Beberapa rekan Hendri yang sama-sama tergabung dalam tim nasional soft tennis Asian Games 2014 pun tampak pasrah saat mereka datang menyusul ke lorong yang memisahkan lapangan tenis itu dengan ruangan-ruangan kantor di depannya. Tidak ada yang bisa mereka perbuat selain menunggu ketika lapangan yang hendak mereka pakai untuk berlatih sedang dipakai orang. "Kami hanya bisa menggunakan lapangan saat tidak disewa orang," tutur Hendri.
Hendri dan rekan satu timnya adalah korban keterbatasan dana persiapan Asian Games 2014, yang tengah berlangsung di Incheon, Korea Selatan, 19 September-4 Oktober ini. Pemerintah tidak menyediakan anggaran untuk menyewa lapangan, sedangkan dana Pengurus Pusat Persatuan Soft Tennis Indonesia (PP Pesti) juga terbatas. "Kadang kami sampai harus nebeng-nebeng ke penyewa lapangan yang kami kenal baik," kata Wakil Ketua PP Pesti Johannes Susanto. Padahal soft tennis adalah salah satu cabang olahraga yang berpotensi memperoleh medali. Pada SEA Games tiga tahun lalu di Palembang, tim Indonesia menyabet semua medali emas yang tersedia untuk cabang ini.
Deputi Bidang Peningkatan Prestasi Olahraga Kementerian Pemuda dan Olahraga Djoko Pekik Irianto mengatakan pemerintah memang hanya menanggung uang saku atlet dan pelatih, biaya akomodasi, biaya uji coba ke luar negeri, uang kesehatan, pembelian vitamin, biaya pengawasan doping, serta biaya pengadaan peralatan pertandingan. "Sewa lapangan ditanggung pengurus cabang olahraga," ucap Djoko saat ditemui Tempo, Selasa pekan lalu.
Yang merepotkan, penyaluran sejumlah kebutuhan yang ditanggung pemerintah itu pun bermasalah. Soal peralatan, misalnya. Hingga pekan lalu, tim soft tennis, yang terdiri atas tujuh orang, belum menerima raket dan bola dari pemerintah.
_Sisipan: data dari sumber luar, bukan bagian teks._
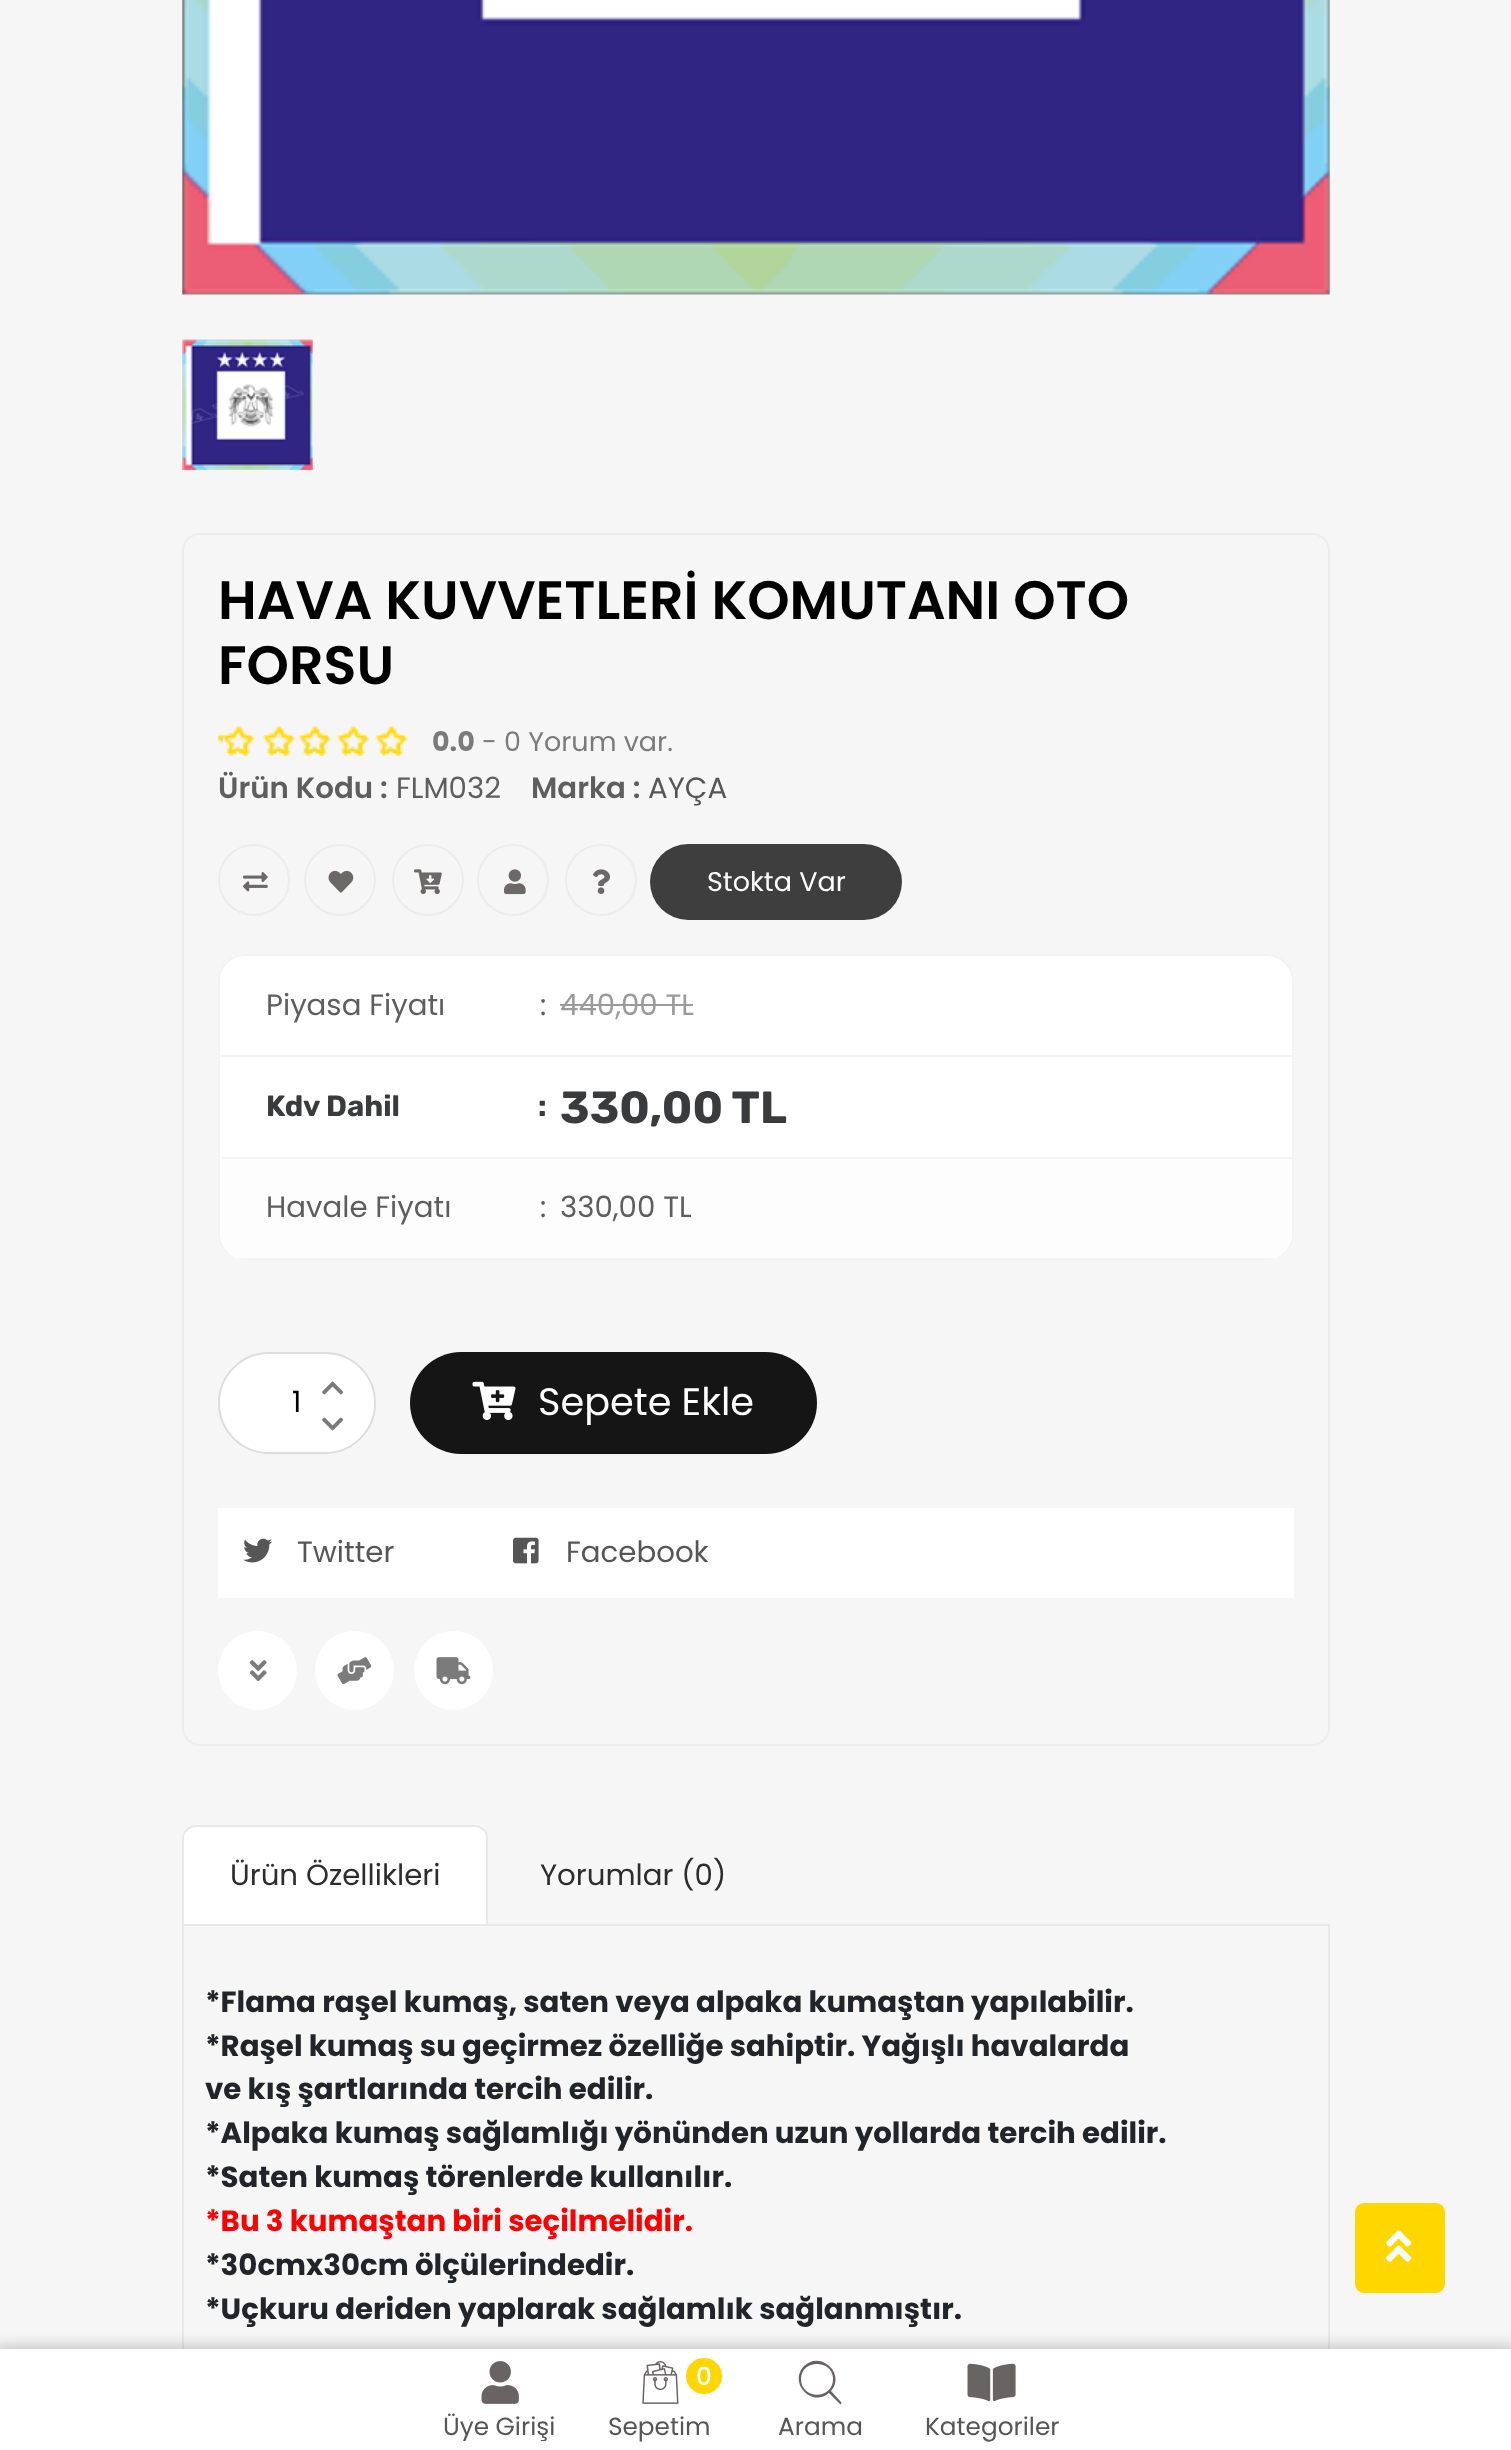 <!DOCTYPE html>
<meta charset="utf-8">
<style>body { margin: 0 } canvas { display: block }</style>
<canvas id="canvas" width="1511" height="2450"></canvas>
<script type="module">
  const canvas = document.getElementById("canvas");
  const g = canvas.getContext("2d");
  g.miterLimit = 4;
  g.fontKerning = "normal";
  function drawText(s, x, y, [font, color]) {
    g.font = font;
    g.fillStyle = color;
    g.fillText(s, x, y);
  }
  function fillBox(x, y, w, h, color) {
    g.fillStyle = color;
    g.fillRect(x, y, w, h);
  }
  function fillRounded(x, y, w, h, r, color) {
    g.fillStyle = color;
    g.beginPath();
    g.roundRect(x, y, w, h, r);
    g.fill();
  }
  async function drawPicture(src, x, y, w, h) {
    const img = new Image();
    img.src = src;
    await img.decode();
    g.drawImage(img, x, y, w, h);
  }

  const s1 = ["600 54px Poppins", "#000000"];
  const s2 = ["bold 27px Poppins", "#7B7B7B"];
  const s3 = ["27px Poppins", "#7B7B7B"];
  const s4 = ["600 29.25px Poppins", "#5F5E5E"];
  const s5 = ["29.25px Poppins", "#5F5E5E"];
  const s6 = ["29.25px Poppins", "#565657"];
  const s7 = ["27px Poppins", "#FFFFFF"];
  const s8 = ["29.25px Poppins", "#9B9B9B"];
  const s9 = ["bold 29.25px Rubik", "#3A3B3C"];
  const s10 = ["bold 45px Rubik", "#3A3B3C"];
  const s11 = ["29.25px Poppins", "#000000"];
  const s12 = ["38.25px Poppins", "#FFFFFF"];
  const s13 = ["29.25px Poppins", "#2D2D2D"];
  const s14 = ["bold 29.25px Poppins", "#212529"];
  const s15 = ["bold 29.25px Poppins", "#FF0000"];
  const s16 = ["24.75px Poppins", "#565657"];
  const s17 = ["500 24.75px Poppins", "#FFFFFF"];

  fillBox(0, 0, 1511, 2450, "#F6F6F6");
  await drawPicture("pic1.png", 182, 0, 1148, 295);
  await drawPicture("pic2.png", 182, 339, 131, 131);
  g.beginPath();
  g.roundRect(183, 534, 1146, 1211, 17);
  g.strokeStyle = "#EDEDED";
  g.lineWidth = 2;
  g.stroke();
  drawText("HAVA KUVVETLERİ KOMUTANI OTO", 218, 619, s1);
  drawText("FORSU", 218, 684, s1);
  await drawPicture("pic3.png", 222, 726, 186, 30);
  await drawPicture("pic4.png", 218, 733, 5, 23);
  drawText("0.0", 432, 751, s2);
  drawText("- 0 Yorum var.", 482, 751, s3);
  drawText("Ürün Kodu :", 218, 798, s4);
  drawText("FLM032", 396, 798, s5);
  drawText("Marka :", 531, 798, s4);
  drawText("AYÇA", 648, 798, s6);
  g.beginPath();
  g.arc(254, 880, 35, 0, Math.PI * 2);
  g.strokeStyle = "#EDECEA";
  g.stroke();
  await drawPicture("pic5.png", 243, 872, 25, 20);
  g.beginPath();
  g.arc(340, 880, 35, 0, Math.PI * 2);
  g.stroke();
  await drawPicture("pic6.png", 328, 870, 26, 23);
  g.beginPath();
  g.arc(428, 880, 35, 0, Math.PI * 2);
  g.stroke();
  await drawPicture("pic7.png", 414, 869, 28, 26);
  g.beginPath();
  g.arc(513, 880, 35, 0, Math.PI * 2);
  g.stroke();
  await drawPicture("pic8.png", 504, 869, 22, 26);
  g.beginPath();
  g.arc(601, 880, 35, 0, Math.PI * 2);
  g.stroke();
  await drawPicture("pic9.png", 593, 869, 17, 25);
  fillRounded(650, 844, 252, 76, 38, "#3E3E3E");
  drawText("Stokta Var", 707, 891, s7);
  fillRounded(218, 954, 1076, 306, 27, "#FFFFFF");
  g.fillStyle = "#F3F3F3";
  g.beginPath();
  g.moveTo(245, 954);
  g.lineTo(1267, 954);
  g.bezierCurveTo(1282, 954, 1294, 966, 1294, 981);
  g.lineTo(1294, 1233);
  g.bezierCurveTo(1294, 1248, 1282, 1260, 1267, 1260);
  g.lineTo(245, 1260);
  g.bezierCurveTo(230, 1260, 218, 1248, 218, 1233);
  g.lineTo(218, 981);
  g.bezierCurveTo(218, 966, 230, 954, 245, 954);
  g.closePath();
  g.moveTo(245, 956);
  g.lineTo(1267, 956);
  g.bezierCurveTo(1280, 956, 1292, 967, 1292, 981);
  g.lineTo(1292, 1233);
  g.bezierCurveTo(1292, 1248, 1280, 1260, 1267, 1260);
  g.lineTo(245, 1260);
  g.bezierCurveTo(232, 1260, 220, 1248, 220, 1233);
  g.lineTo(220, 981);
  g.bezierCurveTo(220, 967, 232, 956, 245, 956);
  g.closePath();
  g.fill("evenodd");
  fillBox(221, 1055, 1071, 2, "#F3F3F3");
  drawText("Piyasa Fiyatı", 266, 1015, s5);
  drawText(":", 540, 1015, s5);
  drawText("440,00 TL", 560, 1015, s8);
  fillBox(560, 1004, 133, 2, "#9B9B9B");
  fillBox(221, 1157, 1071, 2, "#F3F3F3");
  drawText("Kdv Dahil", 266, 1116, s9);
  drawText(":", 538, 1116, s9);
  drawText("330,00 TL", 560, 1123, s10);
  g.fillStyle = "#FDFDFD";
  g.beginPath();
  g.moveTo(221, 1159);
  g.lineTo(221, 1238);
  g.bezierCurveTo(223, 1251, 233, 1260, 245, 1260);
  g.lineTo(1267, 1260);
  g.bezierCurveTo(1280, 1260, 1292, 1248, 1292, 1233);
  g.lineTo(1292, 1159);
  g.closePath();
  g.fill();
  g.fillStyle = "#F3F3F3";
  g.beginPath();
  g.moveTo(245, 1260);
  g.lineTo(1267, 1260);
  g.bezierCurveTo(1270, 1260, 1273, 1259, 1276, 1258);
  g.lineTo(236, 1258);
  g.bezierCurveTo(239, 1259, 242, 1260, 245, 1260);
  g.closePath();
  g.fill();
  drawText("Havale Fiyatı", 266, 1217, s5);
  drawText(":", 540, 1217, s5);
  drawText("330,00 TL", 560, 1217, s5);
  g.fillStyle = "#FFFFFF";
  g.beginPath();
  g.roundRect(219, 1353, 156, 100, 50);
  g.fill();
  g.strokeStyle = "#DDDDDD";
  g.stroke();
  drawText("1", 292, 1412, s11);
  await drawPicture("pic10.png", 322, 1381, 22, 14);
  await drawPicture("pic11.png", 322, 1417, 22, 14);
  fillRounded(410, 1352, 407, 102, 51, "#151515");
  await drawPicture("pic12.png", 472, 1381, 44, 39);
  drawText("Sepete Ekle", 538, 1415, s12);
  fillBox(218, 1508, 1076, 90, "#FFFFFF");
  await drawPicture("pic13.png", 243, 1538, 30, 25);
  drawText("Twitter", 297, 1562, s6);
  await drawPicture("pic14.png", 513, 1537, 26, 27);
  drawText("Facebook", 566, 1562, s6);
  g.fillStyle = "#FFFFFF";
  g.beginPath();
  g.arc(257.5, 1670.5, 39.5, 0, Math.PI * 2);
  g.fill();
  await drawPicture("pic15.png", 249, 1660, 18, 22);
  g.beginPath();
  g.arc(354.5, 1670.5, 39.5, 0, Math.PI * 2);
  g.fill();
  await drawPicture("pic16.png", 337, 1657, 35, 28);
  g.beginPath();
  g.arc(453.5, 1670.5, 39.5, 0, Math.PI * 2);
  g.fill();
  await drawPicture("pic17.png", 436, 1657, 35, 28);
  g.beginPath();
  g.roundRect(182, 1825, 306, 99, [14, 14, 0, 0]);
  g.fill();
  g.fillStyle = "#E8E8E8";
  g.beginPath();
  g.moveTo(196, 1825);
  g.lineTo(475, 1825);
  g.bezierCurveTo(482, 1825, 488, 1831, 488, 1838);
  g.lineTo(488, 1924);
  g.lineTo(182, 1924);
  g.lineTo(182, 1838);
  g.bezierCurveTo(182, 1831, 188, 1825, 196, 1825);
  g.closePath();
  g.moveTo(196, 1827);
  g.lineTo(475, 1827);
  g.bezierCurveTo(481, 1827, 486, 1832, 486, 1838);
  g.lineTo(486, 1924);
  g.lineTo(184, 1924);
  g.lineTo(184, 1838);
  g.bezierCurveTo(184, 1832, 190, 1827, 196, 1827);
  g.closePath();
  g.fill("evenodd");
  drawText("Ürün Özellikleri", 230, 1885, s13);
  drawText("Yorumlar (0)", 540, 1885, s13);
  g.strokeStyle = "#E8E8E8";
  g.strokeRect(183, 1925, 1146, 524);
  drawText("*Flama raşel kumaş, saten veya alpaka kumaştan yapılabilir.", 205, 2012, s14);
  drawText("*Raşel kumaş su geçirmez özelliğe sahiptir. Yağışlı havalarda", 205, 2056, s14);
  drawText("ve kış şartlarında tercih edilir.", 205, 2099, s14);
  drawText("*Alpaka kumaş sağlamlığı yönünden uzun yollarda tercih edilir.", 205, 2143, s14);
  drawText("*Saten kumaş törenlerde kullanılır.", 205, 2187, s14);
  drawText("*Bu 3 kumaştan biri seçilmelidir.", 205, 2231, s15);
  drawText("*30cmx30cm ölçülerindedir.", 205, 2275, s14);
  drawText("*Uçkuru deriden yaplarak sağlamlık sağlanmıştır.", 205, 2319, s14);
  fillRounded(1355, 2203, 90, 90, 9, "#FED700");
  await drawPicture("pic18.png", 1386, 2230, 26, 32);
  g.fillStyle = "rgba(0, 0, 0, 0.18)";
  g.filter = "blur(7px)";
  g.beginPath();
  g.rect(-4, 2345, 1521, 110);
  g.fill();
  g.filter = "none";
  fillBox(0, 2349, 1511, 101, "#FFFFFF");
  await drawPicture("pic19.png", 481, 2361, 38, 43);
  g.save();
  g.beginPath();
  g.rect(425, 2410, 149, 31);
  g.clip();
  drawText("Üye Girişi", 443, 2435, s16);
  g.restore();
  await drawPicture("pic20.png", 642, 2361, 37, 43);
  g.fillStyle = "#FED700";
  g.beginPath();
  g.arc(704, 2376, 18, 0, Math.PI * 2);
  g.fill();
  drawText("0", 696, 2385, s17);
  drawText("Sepetim", 608, 2435, s16);
  g.fillStyle = "#696363";
  g.beginPath();
  g.moveTo(841, 2402);
  g.bezierCurveTo(842, 2403, 841, 2405, 840, 2404);
  g.lineTo(829, 2393);
  g.bezierCurveTo(812, 2408, 788, 2383, 804, 2366);
  g.bezierCurveTo(821, 2350, 846, 2374, 831, 2391);
  g.closePath();
  g.moveTo(801, 2379);
  g.bezierCurveTo(801, 2400, 833, 2400, 833, 2379);
  g.bezierCurveTo(833, 2359, 801, 2359, 801, 2379);
  g.closePath();
  g.fill();
  drawText("Arama", 778, 2435, s16);
  await drawPicture("pic21.png", 967, 2363, 49, 39);
  drawText("Kategoriler", 925, 2435, s16);
</script>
Akibatnya, mereka harus menggunakan duit sendiri untuk membeli raket, yang hanya bisa dipesan dari Jepang. Maklum, olahraga tenis khas Jepang yang menggunakan bola karet dan raket yang lebih kecil ini belum populer di Indonesia.
Untuk satu raket, atlet dan pengurus harus membayar sekitar Rp 2 juta. "Sekali beli, satu orang butuh dua raket," ujar Ferly Montolalu, pelatih sekaligus pemain tim nasional soft tennis. Keterlambatan datangnya peralatan ini jelas menimbulkan kerugian bagi pengurus dan atlet soft tennis.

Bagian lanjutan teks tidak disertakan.